[HOW TO COMPLETE THIS TASK]: In the copy you make, include no pictures, and transcribe every record exactly.

[DATASET EXTRACT]:
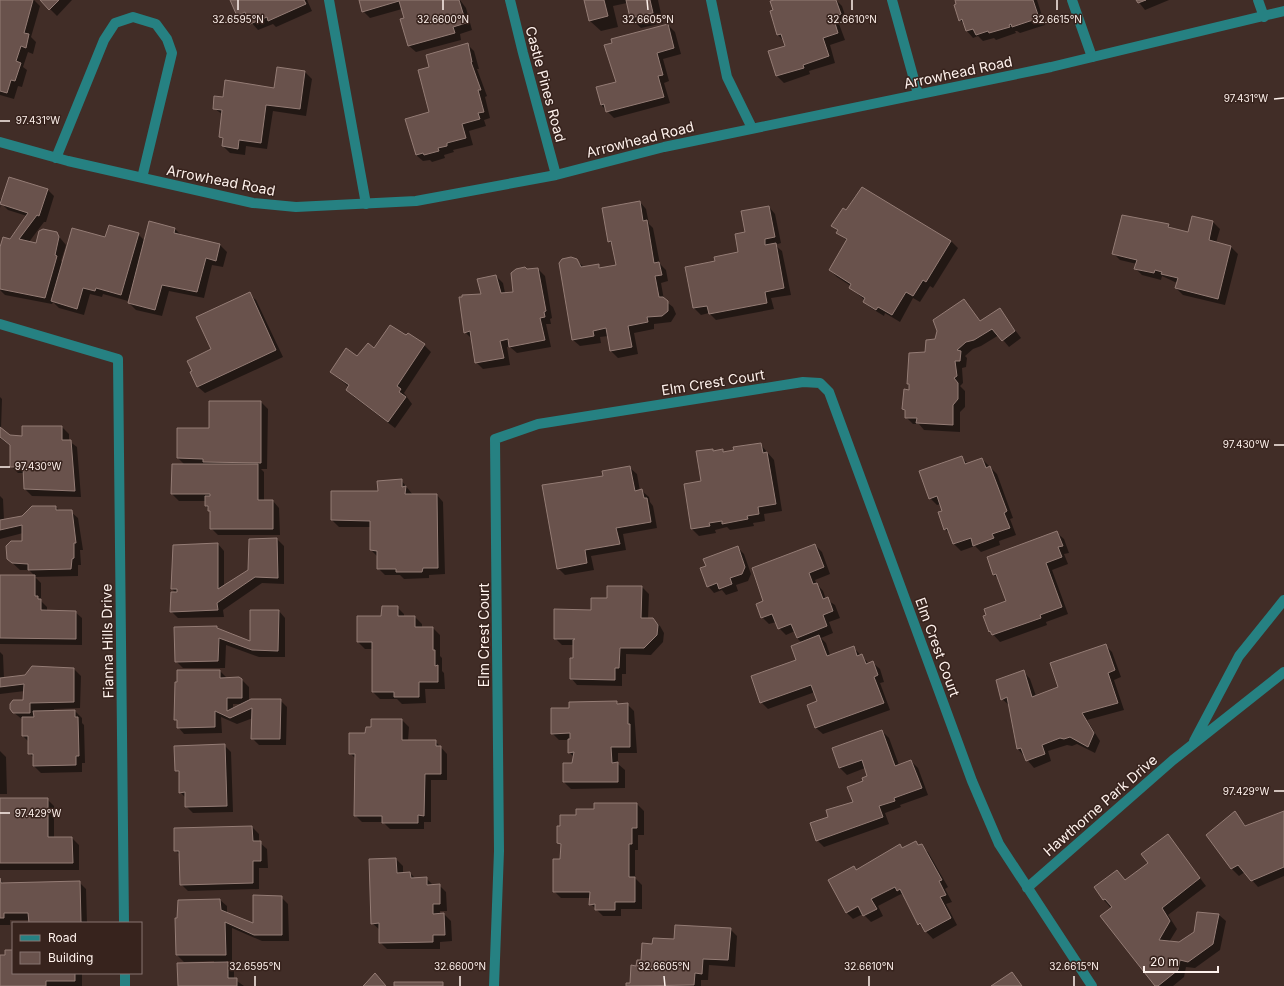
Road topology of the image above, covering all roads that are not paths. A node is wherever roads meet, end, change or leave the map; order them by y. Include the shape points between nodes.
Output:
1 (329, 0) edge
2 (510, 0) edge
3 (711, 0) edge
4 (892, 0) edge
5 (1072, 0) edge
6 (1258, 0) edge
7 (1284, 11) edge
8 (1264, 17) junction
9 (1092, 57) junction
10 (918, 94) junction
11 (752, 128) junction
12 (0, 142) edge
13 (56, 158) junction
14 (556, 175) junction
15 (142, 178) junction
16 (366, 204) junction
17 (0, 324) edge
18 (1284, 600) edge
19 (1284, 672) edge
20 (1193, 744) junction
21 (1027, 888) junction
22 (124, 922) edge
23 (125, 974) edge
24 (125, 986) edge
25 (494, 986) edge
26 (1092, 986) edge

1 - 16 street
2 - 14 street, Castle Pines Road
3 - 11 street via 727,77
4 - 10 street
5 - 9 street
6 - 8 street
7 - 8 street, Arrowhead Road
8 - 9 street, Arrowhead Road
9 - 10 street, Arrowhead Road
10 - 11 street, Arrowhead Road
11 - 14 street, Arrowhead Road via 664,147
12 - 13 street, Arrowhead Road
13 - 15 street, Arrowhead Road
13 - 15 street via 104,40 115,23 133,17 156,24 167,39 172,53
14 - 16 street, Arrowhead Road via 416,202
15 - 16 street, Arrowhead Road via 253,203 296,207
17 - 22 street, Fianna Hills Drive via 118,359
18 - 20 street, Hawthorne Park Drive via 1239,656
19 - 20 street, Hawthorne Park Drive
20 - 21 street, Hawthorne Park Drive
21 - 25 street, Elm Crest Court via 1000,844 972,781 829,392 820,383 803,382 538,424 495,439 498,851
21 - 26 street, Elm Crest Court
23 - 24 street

[RESULT OF THIS TASK]:
Road topology of the image above, covering all roads that are not paths. A node is wherever roads meet, end, change or leave the map; order them by y. Include the shape points between nodes.
Output:
1 (329, 0) edge
2 (510, 0) edge
3 (711, 0) edge
4 (892, 0) edge
5 (1072, 0) edge
6 (1258, 0) edge
7 (1284, 11) edge
8 (1264, 17) junction
9 (1092, 57) junction
10 (918, 94) junction
11 (752, 128) junction
12 (0, 142) edge
13 (56, 158) junction
14 (556, 175) junction
15 (142, 178) junction
16 (366, 204) junction
17 (0, 324) edge
18 (1284, 600) edge
19 (1284, 672) edge
20 (1193, 744) junction
21 (1027, 888) junction
22 (124, 922) edge
23 (125, 974) edge
24 (125, 986) edge
25 (494, 986) edge
26 (1092, 986) edge

1 - 16 street
2 - 14 street, Castle Pines Road
3 - 11 street via 727,77
4 - 10 street
5 - 9 street
6 - 8 street
7 - 8 street, Arrowhead Road
8 - 9 street, Arrowhead Road
9 - 10 street, Arrowhead Road
10 - 11 street, Arrowhead Road
11 - 14 street, Arrowhead Road via 664,147
12 - 13 street, Arrowhead Road
13 - 15 street, Arrowhead Road
13 - 15 street via 104,40 115,23 133,17 156,24 167,39 172,53
14 - 16 street, Arrowhead Road via 416,202
15 - 16 street, Arrowhead Road via 253,203 296,207
17 - 22 street, Fianna Hills Drive via 118,359
18 - 20 street, Hawthorne Park Drive via 1239,656
19 - 20 street, Hawthorne Park Drive
20 - 21 street, Hawthorne Park Drive
21 - 25 street, Elm Crest Court via 1000,844 972,781 829,392 820,383 803,382 538,424 495,439 498,851
21 - 26 street, Elm Crest Court
23 - 24 street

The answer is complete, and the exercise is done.